### LISTED RECORDS
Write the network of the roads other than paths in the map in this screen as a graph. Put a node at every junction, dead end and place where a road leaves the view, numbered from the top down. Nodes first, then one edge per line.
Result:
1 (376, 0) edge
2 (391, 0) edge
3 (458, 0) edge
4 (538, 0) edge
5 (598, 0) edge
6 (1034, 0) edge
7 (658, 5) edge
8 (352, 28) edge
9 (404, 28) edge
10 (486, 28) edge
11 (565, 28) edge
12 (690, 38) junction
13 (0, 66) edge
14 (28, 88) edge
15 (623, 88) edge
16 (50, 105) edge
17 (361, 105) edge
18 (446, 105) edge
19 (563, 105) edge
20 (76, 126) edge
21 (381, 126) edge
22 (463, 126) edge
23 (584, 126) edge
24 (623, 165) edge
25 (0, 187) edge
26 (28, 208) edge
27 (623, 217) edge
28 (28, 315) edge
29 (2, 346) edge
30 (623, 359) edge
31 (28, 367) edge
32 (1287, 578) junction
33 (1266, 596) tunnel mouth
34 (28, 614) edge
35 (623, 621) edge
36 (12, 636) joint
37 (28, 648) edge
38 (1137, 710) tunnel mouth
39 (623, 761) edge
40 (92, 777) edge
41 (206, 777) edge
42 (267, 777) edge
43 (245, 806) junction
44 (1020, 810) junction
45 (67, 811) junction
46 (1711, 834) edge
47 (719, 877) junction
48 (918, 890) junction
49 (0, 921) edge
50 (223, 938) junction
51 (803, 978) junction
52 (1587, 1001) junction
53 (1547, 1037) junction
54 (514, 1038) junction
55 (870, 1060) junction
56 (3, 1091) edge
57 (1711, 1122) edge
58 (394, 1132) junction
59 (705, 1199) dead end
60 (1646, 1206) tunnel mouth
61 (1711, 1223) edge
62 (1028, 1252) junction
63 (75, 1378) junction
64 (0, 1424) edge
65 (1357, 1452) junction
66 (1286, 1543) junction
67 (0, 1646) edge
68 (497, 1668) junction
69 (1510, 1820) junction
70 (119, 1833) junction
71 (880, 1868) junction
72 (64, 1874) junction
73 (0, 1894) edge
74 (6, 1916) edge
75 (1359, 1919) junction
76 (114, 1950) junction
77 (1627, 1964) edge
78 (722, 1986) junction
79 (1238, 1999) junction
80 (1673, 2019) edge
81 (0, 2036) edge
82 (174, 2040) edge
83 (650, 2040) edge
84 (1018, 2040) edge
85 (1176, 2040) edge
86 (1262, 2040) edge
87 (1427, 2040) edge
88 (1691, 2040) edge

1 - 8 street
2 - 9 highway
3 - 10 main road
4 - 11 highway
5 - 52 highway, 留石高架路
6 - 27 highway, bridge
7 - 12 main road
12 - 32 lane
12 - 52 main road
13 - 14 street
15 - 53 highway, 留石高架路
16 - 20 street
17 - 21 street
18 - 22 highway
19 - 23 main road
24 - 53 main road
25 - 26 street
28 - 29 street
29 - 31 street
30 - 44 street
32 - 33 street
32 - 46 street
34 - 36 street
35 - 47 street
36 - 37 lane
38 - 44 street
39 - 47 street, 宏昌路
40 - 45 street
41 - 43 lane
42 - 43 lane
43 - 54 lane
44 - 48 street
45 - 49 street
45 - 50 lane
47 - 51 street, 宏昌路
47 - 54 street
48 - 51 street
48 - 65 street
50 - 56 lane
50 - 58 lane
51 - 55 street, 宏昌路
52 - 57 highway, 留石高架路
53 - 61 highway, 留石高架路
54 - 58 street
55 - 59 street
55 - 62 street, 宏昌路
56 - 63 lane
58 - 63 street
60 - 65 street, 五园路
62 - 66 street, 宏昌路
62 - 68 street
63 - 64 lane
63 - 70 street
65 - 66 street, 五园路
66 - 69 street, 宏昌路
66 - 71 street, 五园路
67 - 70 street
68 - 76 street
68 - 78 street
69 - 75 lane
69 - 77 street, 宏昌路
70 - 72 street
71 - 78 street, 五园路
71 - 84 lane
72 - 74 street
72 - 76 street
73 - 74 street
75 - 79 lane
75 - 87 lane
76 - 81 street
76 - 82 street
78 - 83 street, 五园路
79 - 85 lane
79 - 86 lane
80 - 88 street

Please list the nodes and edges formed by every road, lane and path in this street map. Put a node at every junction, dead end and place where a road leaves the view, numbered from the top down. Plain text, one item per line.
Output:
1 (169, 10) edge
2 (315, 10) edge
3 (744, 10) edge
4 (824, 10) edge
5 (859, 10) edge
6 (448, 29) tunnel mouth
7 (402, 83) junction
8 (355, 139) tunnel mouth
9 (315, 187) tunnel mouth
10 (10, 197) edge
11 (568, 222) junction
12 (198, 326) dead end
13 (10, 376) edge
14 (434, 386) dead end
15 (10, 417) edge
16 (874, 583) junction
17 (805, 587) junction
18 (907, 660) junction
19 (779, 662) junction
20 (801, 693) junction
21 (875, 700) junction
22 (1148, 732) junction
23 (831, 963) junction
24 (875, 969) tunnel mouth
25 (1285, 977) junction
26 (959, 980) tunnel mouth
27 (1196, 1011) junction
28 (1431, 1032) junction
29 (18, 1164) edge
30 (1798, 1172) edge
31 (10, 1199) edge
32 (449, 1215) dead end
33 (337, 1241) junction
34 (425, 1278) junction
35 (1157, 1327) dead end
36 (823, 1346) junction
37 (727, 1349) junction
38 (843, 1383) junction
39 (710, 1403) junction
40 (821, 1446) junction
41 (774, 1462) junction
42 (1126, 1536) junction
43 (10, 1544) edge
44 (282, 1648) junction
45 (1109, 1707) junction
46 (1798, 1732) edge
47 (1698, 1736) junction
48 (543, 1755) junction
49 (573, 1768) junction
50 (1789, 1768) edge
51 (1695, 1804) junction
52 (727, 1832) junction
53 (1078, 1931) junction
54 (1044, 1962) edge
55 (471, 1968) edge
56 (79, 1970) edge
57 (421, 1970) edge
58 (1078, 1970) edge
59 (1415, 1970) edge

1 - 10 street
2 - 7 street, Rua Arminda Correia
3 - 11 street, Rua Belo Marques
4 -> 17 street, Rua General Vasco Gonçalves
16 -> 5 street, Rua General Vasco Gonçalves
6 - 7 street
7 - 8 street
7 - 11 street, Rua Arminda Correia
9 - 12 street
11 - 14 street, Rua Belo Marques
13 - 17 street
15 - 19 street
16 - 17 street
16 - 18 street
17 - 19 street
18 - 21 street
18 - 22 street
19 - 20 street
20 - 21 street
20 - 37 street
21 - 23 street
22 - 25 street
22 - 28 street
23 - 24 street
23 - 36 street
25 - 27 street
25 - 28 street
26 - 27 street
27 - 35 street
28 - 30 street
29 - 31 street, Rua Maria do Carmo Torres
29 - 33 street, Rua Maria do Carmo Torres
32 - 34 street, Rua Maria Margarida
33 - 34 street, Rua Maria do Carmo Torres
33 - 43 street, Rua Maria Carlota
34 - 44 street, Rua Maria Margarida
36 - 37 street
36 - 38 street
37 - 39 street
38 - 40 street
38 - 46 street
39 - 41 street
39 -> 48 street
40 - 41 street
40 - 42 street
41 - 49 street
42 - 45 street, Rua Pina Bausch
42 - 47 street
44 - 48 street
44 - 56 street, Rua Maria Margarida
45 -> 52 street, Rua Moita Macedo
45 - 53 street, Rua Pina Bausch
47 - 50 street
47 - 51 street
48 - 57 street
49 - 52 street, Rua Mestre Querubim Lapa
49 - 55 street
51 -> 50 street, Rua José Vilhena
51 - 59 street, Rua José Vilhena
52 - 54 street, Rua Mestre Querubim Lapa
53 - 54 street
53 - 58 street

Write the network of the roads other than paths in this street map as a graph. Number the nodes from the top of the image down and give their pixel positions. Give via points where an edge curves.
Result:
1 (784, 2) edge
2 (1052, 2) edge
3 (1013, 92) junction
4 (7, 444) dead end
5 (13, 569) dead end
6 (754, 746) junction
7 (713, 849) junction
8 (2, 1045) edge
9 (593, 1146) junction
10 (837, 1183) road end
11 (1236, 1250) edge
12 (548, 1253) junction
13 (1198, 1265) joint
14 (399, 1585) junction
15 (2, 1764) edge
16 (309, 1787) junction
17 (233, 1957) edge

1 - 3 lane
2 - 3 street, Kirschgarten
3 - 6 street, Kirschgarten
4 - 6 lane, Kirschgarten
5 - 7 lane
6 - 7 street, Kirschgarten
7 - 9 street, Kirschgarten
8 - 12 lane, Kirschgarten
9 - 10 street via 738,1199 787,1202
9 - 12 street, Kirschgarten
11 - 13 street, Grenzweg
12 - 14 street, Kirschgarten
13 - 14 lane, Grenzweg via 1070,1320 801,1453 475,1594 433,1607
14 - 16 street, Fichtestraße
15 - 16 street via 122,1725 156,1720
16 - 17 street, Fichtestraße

### REQUIREMENT
Every line in the entries above that has the word "network" should be identified and copied.

### PROBLEM SOLUTION
Write the network of the roads other than paths in the map in this screen as a graph. Put a node at every junction, dead end and place where a road leaves the view, numbered from the top down. Nodes first, then one edge per line.
Write the network of the roads other than paths in this street map as a graph. Number the nodes from the top of the image down and give their pixel positions. Give via points where an edge curves.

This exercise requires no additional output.